Text analytics with Sketch Engine
The Sketch Engine software is a comprehensive suite of text analysis tools designed to handle texts in many languages and scripts with a size of billions of words. The analysis takes into account the linguistic features of each language such as morphology or grammar and is suitable for various text analysis techniques.
Text analysis API
All functionality is also available via the Sketch Engine text analysis API. To test the different functionalities, register a free trial account.
Text analytics API
All Sketch Engine accounts come with API for text analysis that supports the complete Sketch Engine functionality.
Topic modelling
Keyword frequency, term extraction and term frequency will be useful for topic modelling by identifying words and phrases typical for the content of the text. Our API supports this topic modelling.
Frequency
Calculating word frequency is a frequent task in text analytics. Sketch Engine contains tools to calculate frequencies of words, phrases, n-grams as well as grammatical or lexical structures, e.g. the frequency of verbs in the past tense as compared to the present tense. Word frequency is included in our API.
Word frequency
The wordlist tool will calculate word frequency with plentiful filtering options such as words starting, containing or ending in a particular way or list of nouns, verbs and other parts of speech. Combining the criteria is supported as well as the use of regular expressions.
Phrase frequency
Frequency can be calculated using the concordance tool which will find all instances of words or phrases by using simple or advanced search options. The powerful CQL language and/or regular expressions can be used for complex queries involving word patterns and structures.
N-gram frequency
To analyse texts by looking at multiword expressions, Sketch Engine will compute the frequency of n-grams of different sizes. Texts with a size of billions of words are supported.
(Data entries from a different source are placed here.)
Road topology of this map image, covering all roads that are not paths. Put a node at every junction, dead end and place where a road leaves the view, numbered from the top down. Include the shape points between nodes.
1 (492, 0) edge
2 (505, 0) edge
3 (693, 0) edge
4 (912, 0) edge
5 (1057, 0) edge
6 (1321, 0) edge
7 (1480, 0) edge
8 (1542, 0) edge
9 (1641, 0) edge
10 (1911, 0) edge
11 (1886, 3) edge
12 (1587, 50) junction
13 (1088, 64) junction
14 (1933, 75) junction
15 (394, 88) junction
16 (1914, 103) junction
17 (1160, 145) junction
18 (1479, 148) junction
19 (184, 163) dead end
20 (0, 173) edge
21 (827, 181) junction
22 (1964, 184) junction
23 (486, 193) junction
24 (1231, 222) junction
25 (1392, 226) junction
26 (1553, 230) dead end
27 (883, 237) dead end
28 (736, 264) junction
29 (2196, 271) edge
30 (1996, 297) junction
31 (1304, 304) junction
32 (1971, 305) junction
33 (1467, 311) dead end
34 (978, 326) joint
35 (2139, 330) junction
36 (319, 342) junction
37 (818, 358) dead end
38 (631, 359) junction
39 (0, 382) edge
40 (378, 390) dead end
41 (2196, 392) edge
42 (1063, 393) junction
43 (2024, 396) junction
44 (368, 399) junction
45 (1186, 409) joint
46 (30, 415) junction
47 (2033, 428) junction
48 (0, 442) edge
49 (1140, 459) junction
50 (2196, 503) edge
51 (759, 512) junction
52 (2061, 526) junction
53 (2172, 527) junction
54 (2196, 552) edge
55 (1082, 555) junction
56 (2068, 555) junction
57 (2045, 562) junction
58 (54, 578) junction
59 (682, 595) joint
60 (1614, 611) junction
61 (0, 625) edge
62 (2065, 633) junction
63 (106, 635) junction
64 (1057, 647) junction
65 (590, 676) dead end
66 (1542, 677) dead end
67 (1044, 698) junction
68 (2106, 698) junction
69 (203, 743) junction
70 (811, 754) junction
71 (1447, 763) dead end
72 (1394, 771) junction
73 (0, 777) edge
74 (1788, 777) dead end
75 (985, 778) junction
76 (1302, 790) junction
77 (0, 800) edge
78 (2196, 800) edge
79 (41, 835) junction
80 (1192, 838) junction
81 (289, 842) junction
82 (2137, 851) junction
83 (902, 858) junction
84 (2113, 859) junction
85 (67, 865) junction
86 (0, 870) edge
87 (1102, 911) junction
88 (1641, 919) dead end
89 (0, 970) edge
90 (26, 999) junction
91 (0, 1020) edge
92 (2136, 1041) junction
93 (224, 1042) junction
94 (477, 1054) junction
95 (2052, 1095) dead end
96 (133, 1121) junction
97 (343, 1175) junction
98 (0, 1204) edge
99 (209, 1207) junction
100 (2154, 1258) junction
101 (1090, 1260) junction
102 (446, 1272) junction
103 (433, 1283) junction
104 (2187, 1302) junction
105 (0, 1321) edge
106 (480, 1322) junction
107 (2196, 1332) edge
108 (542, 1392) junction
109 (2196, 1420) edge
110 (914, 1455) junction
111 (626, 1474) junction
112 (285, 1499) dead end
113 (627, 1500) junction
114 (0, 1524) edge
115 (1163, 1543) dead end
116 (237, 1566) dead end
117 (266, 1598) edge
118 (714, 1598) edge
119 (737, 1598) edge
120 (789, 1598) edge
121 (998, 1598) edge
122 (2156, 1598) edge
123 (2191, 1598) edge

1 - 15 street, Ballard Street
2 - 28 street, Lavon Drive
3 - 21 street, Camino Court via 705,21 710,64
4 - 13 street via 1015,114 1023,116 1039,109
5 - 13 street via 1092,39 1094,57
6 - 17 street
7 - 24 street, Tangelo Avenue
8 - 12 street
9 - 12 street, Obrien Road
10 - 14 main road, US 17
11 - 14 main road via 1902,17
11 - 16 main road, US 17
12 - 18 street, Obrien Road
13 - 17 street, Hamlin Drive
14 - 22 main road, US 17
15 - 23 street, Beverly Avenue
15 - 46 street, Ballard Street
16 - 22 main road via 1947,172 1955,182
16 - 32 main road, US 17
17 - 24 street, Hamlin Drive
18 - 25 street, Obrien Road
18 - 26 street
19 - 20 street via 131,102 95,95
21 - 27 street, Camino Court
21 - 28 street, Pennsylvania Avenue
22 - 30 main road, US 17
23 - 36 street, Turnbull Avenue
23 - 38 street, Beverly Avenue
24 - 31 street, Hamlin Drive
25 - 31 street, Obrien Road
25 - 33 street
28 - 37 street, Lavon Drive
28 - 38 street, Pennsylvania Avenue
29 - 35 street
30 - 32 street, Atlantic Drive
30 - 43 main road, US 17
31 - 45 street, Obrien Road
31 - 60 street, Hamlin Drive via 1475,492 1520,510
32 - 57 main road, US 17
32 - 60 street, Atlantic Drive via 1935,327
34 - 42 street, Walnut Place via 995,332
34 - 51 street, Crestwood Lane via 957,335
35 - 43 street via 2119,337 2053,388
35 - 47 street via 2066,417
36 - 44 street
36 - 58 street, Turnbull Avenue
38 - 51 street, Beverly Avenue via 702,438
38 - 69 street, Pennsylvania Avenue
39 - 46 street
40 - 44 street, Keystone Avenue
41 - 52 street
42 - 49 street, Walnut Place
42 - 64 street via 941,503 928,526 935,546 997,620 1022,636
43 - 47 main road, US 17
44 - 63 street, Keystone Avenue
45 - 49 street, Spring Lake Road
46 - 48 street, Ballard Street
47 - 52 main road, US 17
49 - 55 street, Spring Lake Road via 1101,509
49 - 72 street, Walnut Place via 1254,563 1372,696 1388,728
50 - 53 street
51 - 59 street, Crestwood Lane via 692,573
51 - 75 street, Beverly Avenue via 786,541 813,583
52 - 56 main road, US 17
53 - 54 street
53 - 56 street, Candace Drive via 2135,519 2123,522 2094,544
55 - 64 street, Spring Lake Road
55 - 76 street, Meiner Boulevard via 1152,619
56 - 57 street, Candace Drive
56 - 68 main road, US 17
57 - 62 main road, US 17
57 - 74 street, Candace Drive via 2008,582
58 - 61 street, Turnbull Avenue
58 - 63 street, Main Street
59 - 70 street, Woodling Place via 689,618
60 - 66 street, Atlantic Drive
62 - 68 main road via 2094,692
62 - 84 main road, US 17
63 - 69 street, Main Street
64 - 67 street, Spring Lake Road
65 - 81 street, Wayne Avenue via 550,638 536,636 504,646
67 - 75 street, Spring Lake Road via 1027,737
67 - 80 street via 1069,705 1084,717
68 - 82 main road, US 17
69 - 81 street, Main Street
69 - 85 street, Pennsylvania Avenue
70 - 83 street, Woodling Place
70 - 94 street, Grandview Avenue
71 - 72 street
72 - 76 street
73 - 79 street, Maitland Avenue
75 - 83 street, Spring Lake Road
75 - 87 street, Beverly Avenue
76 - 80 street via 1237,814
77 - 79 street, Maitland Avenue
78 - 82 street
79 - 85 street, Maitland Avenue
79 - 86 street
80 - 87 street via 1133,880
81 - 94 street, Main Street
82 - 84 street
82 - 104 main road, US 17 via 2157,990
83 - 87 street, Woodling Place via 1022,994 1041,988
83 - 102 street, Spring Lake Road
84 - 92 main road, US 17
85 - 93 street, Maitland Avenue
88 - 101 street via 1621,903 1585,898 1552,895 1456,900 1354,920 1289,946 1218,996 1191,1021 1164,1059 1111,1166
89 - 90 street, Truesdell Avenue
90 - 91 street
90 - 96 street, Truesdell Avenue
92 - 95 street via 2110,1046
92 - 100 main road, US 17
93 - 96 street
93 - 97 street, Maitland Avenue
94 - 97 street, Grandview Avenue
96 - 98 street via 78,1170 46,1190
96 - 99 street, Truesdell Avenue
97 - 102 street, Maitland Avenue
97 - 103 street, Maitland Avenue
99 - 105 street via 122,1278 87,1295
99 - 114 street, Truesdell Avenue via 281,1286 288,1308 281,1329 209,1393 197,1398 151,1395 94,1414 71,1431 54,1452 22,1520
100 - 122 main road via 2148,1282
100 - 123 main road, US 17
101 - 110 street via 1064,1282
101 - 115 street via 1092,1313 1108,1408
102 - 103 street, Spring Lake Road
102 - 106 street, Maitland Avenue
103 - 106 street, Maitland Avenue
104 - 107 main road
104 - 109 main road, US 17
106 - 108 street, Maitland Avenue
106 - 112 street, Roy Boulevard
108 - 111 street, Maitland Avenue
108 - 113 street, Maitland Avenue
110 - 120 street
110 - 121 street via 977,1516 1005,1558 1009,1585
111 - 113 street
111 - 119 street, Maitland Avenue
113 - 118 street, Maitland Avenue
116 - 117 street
Co-occurrence analysis (web or API)
Co-occurrence analysis reveals information about the context in which words appear and helps us understand how the core meaning of the word is modified. Co-occurrence analysis is supported by our text analytics API. This type of text analysis can be done by using the following tools:
Word sketch
A word sketch gives an at-a-glance one-page overview of the context in which the word appears. The context can be clearly understood from the collocations the word keeps.
Clustering
Word sketches support the clustering of collocations to group similar collocations and reveal topics these collocations represent.
Thesaurus
Automatic synonym identification produces a thesaurus entry for every word in the language. The algorithm exploits the theory of distributional semantics which says that words similar in meaning tend to appear in similar context. This produces an automatic thesaurus.